SQL API supports multi-master writes, customizable conflict resolution, and the ability to set strong consistency on a per-request basis.
Why this answer
Option A is correct because the SQL API in Cosmos DB supports multi-region writes with last-writer-wins (LWW) conflict resolution using a timestamp or custom property, which automatically resolves concurrent updates to the same product item. Per-request strong consistency allows inventory reads to achieve linearizability by setting the consistency level at the request level, while product description reads can use the default session or eventual consistency for performance. This combination meets all requirements: multi-region writes, automatic conflict resolution, and the ability to mix strong and eventual consistency on a per-request basis.
Exam trap
The trap here is that candidates assume all Cosmos DB APIs support multi-region writes and per-request strong consistency equally, but only the SQL API (and the Table API with specific limitations) offers the full flexibility to mix consistency levels per request, while the MongoDB, Cassandra, and Table APIs have fixed account-level consistency or lack multi-region write support entirely.
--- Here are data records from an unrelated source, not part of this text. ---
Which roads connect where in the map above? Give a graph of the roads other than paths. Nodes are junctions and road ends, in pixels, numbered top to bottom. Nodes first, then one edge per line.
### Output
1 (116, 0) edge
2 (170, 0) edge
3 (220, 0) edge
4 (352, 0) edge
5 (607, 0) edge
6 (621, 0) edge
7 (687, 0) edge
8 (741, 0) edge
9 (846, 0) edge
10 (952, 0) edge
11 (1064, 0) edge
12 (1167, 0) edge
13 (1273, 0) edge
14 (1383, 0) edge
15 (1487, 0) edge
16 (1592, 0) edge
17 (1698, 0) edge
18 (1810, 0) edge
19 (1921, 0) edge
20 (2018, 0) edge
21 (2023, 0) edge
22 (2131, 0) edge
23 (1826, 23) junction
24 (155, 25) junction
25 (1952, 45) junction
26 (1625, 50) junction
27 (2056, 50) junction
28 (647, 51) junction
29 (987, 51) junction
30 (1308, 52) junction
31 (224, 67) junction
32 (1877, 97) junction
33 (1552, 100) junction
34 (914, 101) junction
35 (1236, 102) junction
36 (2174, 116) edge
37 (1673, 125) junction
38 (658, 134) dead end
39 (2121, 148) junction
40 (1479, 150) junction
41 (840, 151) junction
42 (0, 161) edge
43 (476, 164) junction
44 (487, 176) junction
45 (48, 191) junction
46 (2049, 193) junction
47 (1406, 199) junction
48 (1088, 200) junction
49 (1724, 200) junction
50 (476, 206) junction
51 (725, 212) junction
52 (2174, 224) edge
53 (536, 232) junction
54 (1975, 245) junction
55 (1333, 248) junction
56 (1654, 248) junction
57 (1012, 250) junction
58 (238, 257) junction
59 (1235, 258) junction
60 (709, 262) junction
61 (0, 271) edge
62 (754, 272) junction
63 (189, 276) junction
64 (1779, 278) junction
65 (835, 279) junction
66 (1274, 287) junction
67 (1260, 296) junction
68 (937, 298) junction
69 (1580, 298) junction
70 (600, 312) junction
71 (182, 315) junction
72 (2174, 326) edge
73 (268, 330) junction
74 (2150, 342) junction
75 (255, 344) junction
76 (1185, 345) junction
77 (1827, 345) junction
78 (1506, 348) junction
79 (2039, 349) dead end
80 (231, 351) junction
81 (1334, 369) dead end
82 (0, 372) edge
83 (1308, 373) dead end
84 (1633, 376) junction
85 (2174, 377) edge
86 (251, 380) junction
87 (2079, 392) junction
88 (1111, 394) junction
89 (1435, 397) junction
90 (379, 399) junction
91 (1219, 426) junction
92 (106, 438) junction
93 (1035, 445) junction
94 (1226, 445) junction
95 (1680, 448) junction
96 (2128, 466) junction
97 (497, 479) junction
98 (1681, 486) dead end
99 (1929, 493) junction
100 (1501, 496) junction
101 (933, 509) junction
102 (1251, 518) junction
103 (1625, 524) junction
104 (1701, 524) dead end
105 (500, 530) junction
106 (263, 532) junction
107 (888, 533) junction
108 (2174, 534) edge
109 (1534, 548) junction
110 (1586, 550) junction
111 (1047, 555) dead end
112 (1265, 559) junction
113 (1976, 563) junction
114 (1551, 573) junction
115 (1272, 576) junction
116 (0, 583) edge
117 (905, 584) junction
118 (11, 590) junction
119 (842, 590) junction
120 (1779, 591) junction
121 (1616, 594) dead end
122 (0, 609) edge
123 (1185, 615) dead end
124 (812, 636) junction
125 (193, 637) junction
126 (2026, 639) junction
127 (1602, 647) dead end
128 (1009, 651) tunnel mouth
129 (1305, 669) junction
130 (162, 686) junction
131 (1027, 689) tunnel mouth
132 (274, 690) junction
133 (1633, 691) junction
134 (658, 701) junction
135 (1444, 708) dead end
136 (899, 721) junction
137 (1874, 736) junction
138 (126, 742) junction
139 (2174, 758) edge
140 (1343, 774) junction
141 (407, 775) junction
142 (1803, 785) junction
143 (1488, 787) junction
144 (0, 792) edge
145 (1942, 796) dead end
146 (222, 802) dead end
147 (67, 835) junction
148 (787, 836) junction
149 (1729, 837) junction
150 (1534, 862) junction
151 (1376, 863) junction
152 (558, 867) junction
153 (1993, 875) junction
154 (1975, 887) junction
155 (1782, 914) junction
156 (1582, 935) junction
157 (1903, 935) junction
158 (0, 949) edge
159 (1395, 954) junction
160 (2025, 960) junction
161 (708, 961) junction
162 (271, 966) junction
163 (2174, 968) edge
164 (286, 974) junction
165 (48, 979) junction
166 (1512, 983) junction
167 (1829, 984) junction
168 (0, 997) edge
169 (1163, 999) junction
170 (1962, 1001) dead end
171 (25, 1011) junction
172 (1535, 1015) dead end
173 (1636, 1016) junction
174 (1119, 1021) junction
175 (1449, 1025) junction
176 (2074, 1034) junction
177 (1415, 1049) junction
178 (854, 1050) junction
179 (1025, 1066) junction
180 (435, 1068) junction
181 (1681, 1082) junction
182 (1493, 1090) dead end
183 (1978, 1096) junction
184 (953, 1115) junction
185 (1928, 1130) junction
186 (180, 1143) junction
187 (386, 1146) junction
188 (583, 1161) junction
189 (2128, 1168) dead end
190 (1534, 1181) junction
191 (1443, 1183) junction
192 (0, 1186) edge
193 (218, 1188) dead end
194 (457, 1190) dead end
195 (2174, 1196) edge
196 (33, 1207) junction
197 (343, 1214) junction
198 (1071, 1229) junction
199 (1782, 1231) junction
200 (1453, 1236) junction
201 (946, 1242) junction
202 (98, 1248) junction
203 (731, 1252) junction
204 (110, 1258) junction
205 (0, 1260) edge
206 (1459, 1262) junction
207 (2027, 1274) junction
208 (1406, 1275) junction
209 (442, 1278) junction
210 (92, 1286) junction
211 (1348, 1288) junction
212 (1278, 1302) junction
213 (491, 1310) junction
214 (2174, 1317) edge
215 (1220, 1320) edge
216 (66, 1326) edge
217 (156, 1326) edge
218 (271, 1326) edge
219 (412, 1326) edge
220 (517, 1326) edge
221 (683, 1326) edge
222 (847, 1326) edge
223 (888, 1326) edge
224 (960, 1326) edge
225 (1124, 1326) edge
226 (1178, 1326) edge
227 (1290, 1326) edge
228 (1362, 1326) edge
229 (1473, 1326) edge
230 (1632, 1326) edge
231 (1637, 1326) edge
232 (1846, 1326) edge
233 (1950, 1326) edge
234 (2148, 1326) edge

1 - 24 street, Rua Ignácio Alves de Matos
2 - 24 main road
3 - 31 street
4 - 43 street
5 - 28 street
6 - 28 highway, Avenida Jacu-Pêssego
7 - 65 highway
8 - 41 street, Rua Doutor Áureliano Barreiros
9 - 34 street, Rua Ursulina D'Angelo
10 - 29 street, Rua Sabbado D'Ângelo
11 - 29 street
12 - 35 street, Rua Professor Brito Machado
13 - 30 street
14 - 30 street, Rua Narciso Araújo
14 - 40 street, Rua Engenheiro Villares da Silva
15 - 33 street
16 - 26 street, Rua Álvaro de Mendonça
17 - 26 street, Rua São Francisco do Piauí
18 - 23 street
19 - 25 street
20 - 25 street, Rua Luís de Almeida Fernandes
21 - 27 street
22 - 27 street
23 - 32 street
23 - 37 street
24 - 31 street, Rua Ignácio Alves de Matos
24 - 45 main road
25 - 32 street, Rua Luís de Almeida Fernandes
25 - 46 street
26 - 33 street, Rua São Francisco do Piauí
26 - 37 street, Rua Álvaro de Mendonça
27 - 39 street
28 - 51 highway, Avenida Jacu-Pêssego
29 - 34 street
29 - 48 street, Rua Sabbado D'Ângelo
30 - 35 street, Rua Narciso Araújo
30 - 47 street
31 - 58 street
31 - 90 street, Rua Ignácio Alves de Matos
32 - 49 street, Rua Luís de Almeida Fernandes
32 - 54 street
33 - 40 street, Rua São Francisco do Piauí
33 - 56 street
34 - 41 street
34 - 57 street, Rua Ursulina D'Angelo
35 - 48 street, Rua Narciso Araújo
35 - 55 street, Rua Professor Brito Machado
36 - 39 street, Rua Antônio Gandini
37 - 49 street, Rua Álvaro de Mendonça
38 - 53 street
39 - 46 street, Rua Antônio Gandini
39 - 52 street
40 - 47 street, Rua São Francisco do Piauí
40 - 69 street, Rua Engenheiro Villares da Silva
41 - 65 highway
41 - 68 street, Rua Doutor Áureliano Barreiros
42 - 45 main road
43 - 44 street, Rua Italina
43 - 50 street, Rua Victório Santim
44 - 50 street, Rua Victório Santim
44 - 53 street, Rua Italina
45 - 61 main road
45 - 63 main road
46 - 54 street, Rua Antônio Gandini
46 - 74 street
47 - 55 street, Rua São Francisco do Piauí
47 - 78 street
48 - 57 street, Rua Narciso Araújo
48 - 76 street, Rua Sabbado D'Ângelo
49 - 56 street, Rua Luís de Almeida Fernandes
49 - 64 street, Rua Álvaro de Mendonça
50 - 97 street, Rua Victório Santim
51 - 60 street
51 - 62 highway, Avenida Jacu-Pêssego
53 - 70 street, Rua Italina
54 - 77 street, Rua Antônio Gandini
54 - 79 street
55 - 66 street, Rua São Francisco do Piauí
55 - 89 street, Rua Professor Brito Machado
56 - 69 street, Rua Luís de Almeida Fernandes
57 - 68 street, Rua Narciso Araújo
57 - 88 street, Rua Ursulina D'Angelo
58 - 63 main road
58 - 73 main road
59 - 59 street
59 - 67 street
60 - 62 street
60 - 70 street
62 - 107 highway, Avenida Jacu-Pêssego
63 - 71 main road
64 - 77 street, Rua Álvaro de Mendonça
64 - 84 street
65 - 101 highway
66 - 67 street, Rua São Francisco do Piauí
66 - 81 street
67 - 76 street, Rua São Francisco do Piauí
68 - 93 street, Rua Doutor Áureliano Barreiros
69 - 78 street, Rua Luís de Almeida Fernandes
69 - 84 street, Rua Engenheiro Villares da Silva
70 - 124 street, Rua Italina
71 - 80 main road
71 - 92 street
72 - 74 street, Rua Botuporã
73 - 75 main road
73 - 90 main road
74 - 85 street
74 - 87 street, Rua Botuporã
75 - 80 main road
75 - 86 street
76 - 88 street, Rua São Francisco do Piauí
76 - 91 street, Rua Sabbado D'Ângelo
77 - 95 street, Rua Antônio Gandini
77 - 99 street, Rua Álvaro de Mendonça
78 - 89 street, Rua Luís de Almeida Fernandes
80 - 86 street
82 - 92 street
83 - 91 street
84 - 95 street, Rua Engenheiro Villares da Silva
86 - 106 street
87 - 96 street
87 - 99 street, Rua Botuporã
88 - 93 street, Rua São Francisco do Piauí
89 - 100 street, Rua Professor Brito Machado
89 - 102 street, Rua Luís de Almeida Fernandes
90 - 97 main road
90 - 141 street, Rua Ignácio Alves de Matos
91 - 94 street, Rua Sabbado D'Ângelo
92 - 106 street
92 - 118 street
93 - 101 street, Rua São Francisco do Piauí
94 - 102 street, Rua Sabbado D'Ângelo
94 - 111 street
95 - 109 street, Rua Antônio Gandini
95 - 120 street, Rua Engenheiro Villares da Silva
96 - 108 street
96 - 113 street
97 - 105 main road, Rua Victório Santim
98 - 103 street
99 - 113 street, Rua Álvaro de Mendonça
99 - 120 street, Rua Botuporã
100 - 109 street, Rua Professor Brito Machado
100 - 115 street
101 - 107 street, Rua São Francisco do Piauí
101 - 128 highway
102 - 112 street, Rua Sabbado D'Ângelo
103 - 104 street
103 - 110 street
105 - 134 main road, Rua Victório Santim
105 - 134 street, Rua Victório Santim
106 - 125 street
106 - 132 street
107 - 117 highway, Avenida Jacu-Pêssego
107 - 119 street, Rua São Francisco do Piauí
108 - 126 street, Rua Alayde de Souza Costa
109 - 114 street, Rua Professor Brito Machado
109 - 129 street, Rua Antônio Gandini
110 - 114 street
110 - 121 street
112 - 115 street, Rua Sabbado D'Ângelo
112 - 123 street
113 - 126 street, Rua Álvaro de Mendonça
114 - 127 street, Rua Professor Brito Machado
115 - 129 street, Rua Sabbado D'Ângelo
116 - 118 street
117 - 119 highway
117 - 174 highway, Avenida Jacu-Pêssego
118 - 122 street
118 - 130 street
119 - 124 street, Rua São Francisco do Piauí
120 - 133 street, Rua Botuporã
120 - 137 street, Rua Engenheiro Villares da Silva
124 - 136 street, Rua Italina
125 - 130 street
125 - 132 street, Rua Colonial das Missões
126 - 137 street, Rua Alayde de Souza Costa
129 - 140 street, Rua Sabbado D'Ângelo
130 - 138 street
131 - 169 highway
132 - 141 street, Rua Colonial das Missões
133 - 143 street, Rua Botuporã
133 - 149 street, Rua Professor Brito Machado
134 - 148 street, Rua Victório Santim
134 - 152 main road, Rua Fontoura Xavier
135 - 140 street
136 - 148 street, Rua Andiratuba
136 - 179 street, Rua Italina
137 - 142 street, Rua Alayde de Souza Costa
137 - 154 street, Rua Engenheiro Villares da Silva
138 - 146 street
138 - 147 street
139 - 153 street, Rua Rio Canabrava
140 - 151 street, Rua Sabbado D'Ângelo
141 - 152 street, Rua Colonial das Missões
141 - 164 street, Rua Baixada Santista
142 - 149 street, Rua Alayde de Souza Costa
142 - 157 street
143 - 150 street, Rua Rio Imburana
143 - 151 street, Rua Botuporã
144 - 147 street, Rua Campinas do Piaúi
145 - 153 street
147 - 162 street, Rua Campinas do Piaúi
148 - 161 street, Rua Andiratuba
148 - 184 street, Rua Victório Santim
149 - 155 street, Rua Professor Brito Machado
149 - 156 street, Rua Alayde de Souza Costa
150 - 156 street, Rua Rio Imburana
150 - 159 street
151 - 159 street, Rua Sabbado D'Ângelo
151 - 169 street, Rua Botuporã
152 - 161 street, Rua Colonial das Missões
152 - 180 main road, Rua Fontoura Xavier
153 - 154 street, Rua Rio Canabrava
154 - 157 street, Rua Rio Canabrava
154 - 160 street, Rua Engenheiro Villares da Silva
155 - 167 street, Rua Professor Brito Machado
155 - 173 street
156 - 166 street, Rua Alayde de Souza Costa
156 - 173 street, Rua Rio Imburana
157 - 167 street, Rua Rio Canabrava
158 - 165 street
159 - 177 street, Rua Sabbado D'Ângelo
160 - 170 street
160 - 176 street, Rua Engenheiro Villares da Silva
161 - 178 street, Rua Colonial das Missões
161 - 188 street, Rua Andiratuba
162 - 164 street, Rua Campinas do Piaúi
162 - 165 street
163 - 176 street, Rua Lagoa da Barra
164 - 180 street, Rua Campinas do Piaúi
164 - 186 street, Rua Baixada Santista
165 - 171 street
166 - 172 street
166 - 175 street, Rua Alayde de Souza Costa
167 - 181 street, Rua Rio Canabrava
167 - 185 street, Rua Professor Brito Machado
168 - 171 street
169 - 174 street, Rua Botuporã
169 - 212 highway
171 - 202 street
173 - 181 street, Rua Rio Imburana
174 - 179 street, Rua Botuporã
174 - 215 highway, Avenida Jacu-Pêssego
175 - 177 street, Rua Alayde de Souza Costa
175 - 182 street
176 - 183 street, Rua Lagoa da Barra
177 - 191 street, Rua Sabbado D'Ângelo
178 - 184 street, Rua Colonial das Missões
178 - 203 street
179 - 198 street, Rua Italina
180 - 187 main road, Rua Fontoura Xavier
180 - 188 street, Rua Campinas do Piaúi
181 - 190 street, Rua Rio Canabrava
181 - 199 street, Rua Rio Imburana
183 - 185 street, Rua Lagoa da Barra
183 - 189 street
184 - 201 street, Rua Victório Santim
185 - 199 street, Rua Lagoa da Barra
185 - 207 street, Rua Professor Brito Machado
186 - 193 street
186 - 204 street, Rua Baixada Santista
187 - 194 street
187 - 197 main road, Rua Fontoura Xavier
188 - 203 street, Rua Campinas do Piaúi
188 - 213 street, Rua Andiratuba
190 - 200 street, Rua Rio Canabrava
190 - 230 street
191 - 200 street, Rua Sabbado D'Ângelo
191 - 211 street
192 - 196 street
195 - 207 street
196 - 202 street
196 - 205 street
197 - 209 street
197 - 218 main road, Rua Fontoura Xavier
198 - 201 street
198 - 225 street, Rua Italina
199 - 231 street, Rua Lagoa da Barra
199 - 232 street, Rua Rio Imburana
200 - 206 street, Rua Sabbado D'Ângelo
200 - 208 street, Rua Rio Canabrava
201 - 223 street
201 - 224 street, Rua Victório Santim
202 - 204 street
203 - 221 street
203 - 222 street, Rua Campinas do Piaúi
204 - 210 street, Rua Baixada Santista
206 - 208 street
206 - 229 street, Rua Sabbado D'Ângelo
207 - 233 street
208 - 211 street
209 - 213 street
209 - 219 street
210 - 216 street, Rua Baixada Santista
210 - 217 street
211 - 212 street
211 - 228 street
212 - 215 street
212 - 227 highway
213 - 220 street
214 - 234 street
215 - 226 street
How to eliminate wrong answers
Option B is wrong because the MongoDB API in Cosmos DB does not support per-request strong consistency; it only offers a fixed set of consistency levels at the account level, and its automatic conflict resolution is limited to LWW without the flexibility to mix consistency levels per request. Option C is wrong because the Table API does not support multi-region writes; it is designed for single-region writes with read-only replicas, and it lacks per-request strong consistency. Option D is wrong because the Cassandra API does not support multi-region writes in Cosmos DB; it is limited to single-region writes, and its consistency model is based on Cassandra's tunable consistency (e.g., QUORUM) rather than Cosmos DB's per-request strong consistency.